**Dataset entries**
········

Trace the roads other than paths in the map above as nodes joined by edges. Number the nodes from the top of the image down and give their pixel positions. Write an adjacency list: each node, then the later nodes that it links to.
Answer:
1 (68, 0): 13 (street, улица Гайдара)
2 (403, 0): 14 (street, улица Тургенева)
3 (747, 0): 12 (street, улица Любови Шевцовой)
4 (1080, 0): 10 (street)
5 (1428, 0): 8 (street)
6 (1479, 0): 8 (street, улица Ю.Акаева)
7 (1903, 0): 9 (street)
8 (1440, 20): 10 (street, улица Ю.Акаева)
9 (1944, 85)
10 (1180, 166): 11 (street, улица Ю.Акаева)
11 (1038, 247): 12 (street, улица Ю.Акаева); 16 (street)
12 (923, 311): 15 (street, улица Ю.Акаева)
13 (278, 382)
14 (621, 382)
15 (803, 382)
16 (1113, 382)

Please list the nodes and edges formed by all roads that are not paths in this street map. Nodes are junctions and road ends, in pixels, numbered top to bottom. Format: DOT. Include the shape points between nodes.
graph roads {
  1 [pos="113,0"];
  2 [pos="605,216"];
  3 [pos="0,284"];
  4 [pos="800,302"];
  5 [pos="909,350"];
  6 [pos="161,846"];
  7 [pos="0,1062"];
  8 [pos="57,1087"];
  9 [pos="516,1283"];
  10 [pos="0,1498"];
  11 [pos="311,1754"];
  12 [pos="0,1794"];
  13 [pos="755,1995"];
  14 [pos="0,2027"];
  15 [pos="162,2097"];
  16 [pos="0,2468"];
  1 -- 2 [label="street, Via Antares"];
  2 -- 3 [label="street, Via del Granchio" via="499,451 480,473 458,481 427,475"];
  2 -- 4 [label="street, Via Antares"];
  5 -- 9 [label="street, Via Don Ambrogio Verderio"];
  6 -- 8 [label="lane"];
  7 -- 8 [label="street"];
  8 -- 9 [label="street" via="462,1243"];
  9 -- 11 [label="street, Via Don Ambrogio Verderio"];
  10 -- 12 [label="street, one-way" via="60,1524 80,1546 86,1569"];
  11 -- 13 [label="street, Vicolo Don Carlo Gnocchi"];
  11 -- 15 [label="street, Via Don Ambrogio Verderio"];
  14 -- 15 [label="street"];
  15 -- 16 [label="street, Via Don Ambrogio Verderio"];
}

········

**What you should do**
What is needed is an exact copy of all the entries.

**Solution to the problem**
Trace the roads other than paths in the map above as nodes joined by edges. Number the nodes from the top of the image down and give their pixel positions. Write an adjacency list: each node, then the later nodes that it links to.
Answer:
1 (68, 0): 13 (street, улица Гайдара)
2 (403, 0): 14 (street, улица Тургенева)
3 (747, 0): 12 (street, улица Любови Шевцовой)
4 (1080, 0): 10 (street)
5 (1428, 0): 8 (street)
6 (1479, 0): 8 (street, улица Ю.Акаева)
7 (1903, 0): 9 (street)
8 (1440, 20): 10 (street, улица Ю.Акаева)
9 (1944, 85)
10 (1180, 166): 11 (street, улица Ю.Акаева)
11 (1038, 247): 12 (street, улица Ю.Акаева); 16 (street)
12 (923, 311): 15 (street, улица Ю.Акаева)
13 (278, 382)
14 (621, 382)
15 (803, 382)
16 (1113, 382)

Please list the nodes and edges formed by all roads that are not paths in this street map. Nodes are junctions and road ends, in pixels, numbered top to bottom. Format: DOT. Include the shape points between nodes.
graph roads {
  1 [pos="113,0"];
  2 [pos="605,216"];
  3 [pos="0,284"];
  4 [pos="800,302"];
  5 [pos="909,350"];
  6 [pos="161,846"];
  7 [pos="0,1062"];
  8 [pos="57,1087"];
  9 [pos="516,1283"];
  10 [pos="0,1498"];
  11 [pos="311,1754"];
  12 [pos="0,1794"];
  13 [pos="755,1995"];
  14 [pos="0,2027"];
  15 [pos="162,2097"];
  16 [pos="0,2468"];
  1 -- 2 [label="street, Via Antares"];
  2 -- 3 [label="street, Via del Granchio" via="499,451 480,473 458,481 427,475"];
  2 -- 4 [label="street, Via Antares"];
  5 -- 9 [label="street, Via Don Ambrogio Verderio"];
  6 -- 8 [label="lane"];
  7 -- 8 [label="street"];
  8 -- 9 [label="street" via="462,1243"];
  9 -- 11 [label="street, Via Don Ambrogio Verderio"];
  10 -- 12 [label="street, one-way" via="60,1524 80,1546 86,1569"];
  11 -- 13 [label="street, Vicolo Don Carlo Gnocchi"];
  11 -- 15 [label="street, Via Don Ambrogio Verderio"];
  14 -- 15 [label="street"];
  15 -- 16 [label="street, Via Don Ambrogio Verderio"];
}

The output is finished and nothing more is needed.